Although FPG provides valuable information and is an important indicator of its correlation with outcomes, there may be cases in which only FPG levels are low, unlike overall blood glucose control status. For instance, patients with type 1 diabetes often have low FPG levels, depending on their medication regimen. In addition, nonobese patients tend to have lower FPG levels. Considering these factors, additional research utilizing data on glycated hemoglobin or postprandial blood glucose levels is needed.

Our analysis revealed an unexpected U-shaped relationship between maternal FPG levels and certain neonatal outcomes, particularly for transient tachypnea and respiratory complications at FPG < 85 mg/dL. While the adverse effects of hyperglycemia are well-established, the interpretation of outcomes associated with lower FPG levels requires careful consideration. Our methodological approach in selecting FPG < 85 mg/dL as a reference group was inspired by the landmark HAPO study, which demonstrated the importance of examining glycemic effects across a continuous spectrum. Similar to the HAPO study, where the lowest glycemic category served as a reference point to demonstrate the progressive relationship between increasing glucose levels and adverse pregnancy outcomes, we aimed to examine this continuous relationship and identify potential threshold effects in women with PGDM. However, it is crucial to emphasize that this reference point was selected purely for statistical comparison purposes and should not be interpreted as suggesting that maintaining FPG below 85 mg/dL would lead to better pregnancy outcomes in women with diabetes. The observed U-shaped pattern might reflect the complex interplay between maternal glucose regulation and fetal development, where both extremely low and high glucose levels could potentially impact outcomes. However, several factors warrant consideration in interpreting these findings: the presence of underlying maternal conditions requiring strict glucose control, potential unmeasured confounders, and the relatively wider CIs observed in the lower FPG range due to smaller sample sizes. The optimal glycemic targets for pregnant women with PGDM should be determined based on individual clinical assessment, taking into account the risks of both hyperglycemia and hypoglycemia, and following established clinical guidelines for diabetes management during pregnancy. These observations underscore the importance of balanced glucose management during pregnancy and highlight the need for further research to better understand the implications of lower maternal glucose levels on neonatal outcomes.
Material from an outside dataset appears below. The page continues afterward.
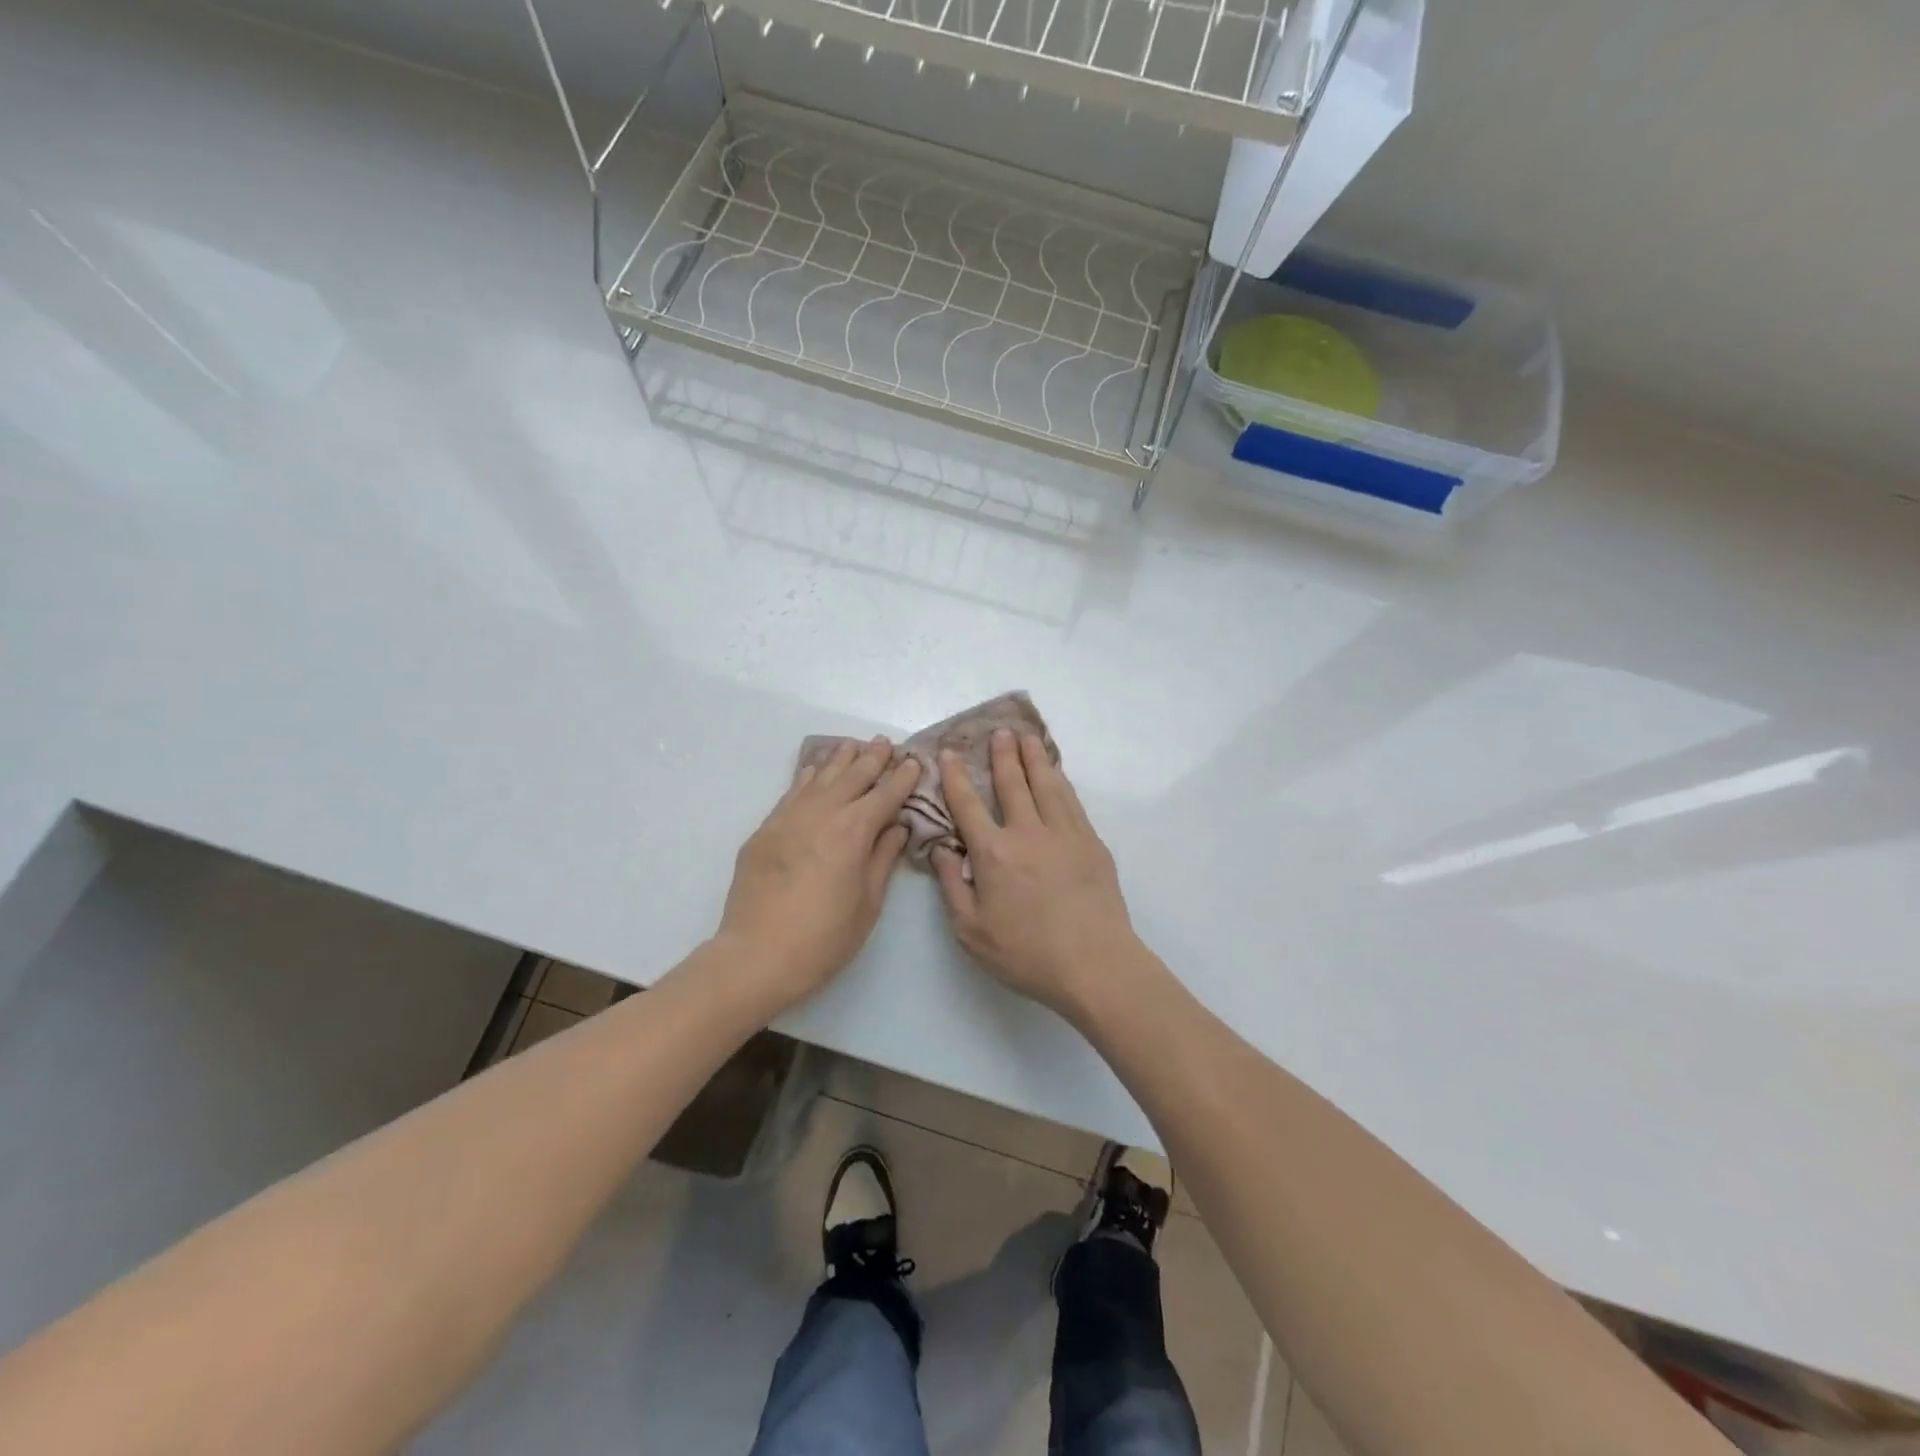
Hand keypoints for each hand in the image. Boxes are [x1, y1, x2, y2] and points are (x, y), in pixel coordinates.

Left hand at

This study represents the first investigation of the impact of pregestational FPG levels on pregnancy outcomes and neonatal morbidity by categorizing FPG levels into various ranges. Considering that women with diabetes constitute approximately 1–2% of the total pregnant population, studying the effects of FPG levels as designed in this study requires a large-scale population, which was made possible by utilizing national databases. By grouping FPG into different ranges and examining the relative ORs, this study provides valuable clinical insights into the effects of glycemic control.

However, this study has several limitations. First, owing to limitations in the available information within the national database, data on factors such as socioeconomic status, alcohol use, and glycated hemoglobin levels and specific types of treatments and degree of glycemic control during pregnancy which can affect adverse pregnancy outcomes and neonatal morbidity, were not available. In addition, information on intrapartum events that may affect the fetus during pregnancy is unavailable. Third, incorrect or insufficient diagnostic code input may have led to the underestimation of events. Furthermore, the difficulty in classifying subtypes of DM made it challenging to distinguish between Type 1 and Type 2 diabetes, and we were unable to obtain information regarding the use of medication, which represents a limitation. Fourth, owing to the retrospective nature of this study, well-designed prospective studies are needed to address these limitations.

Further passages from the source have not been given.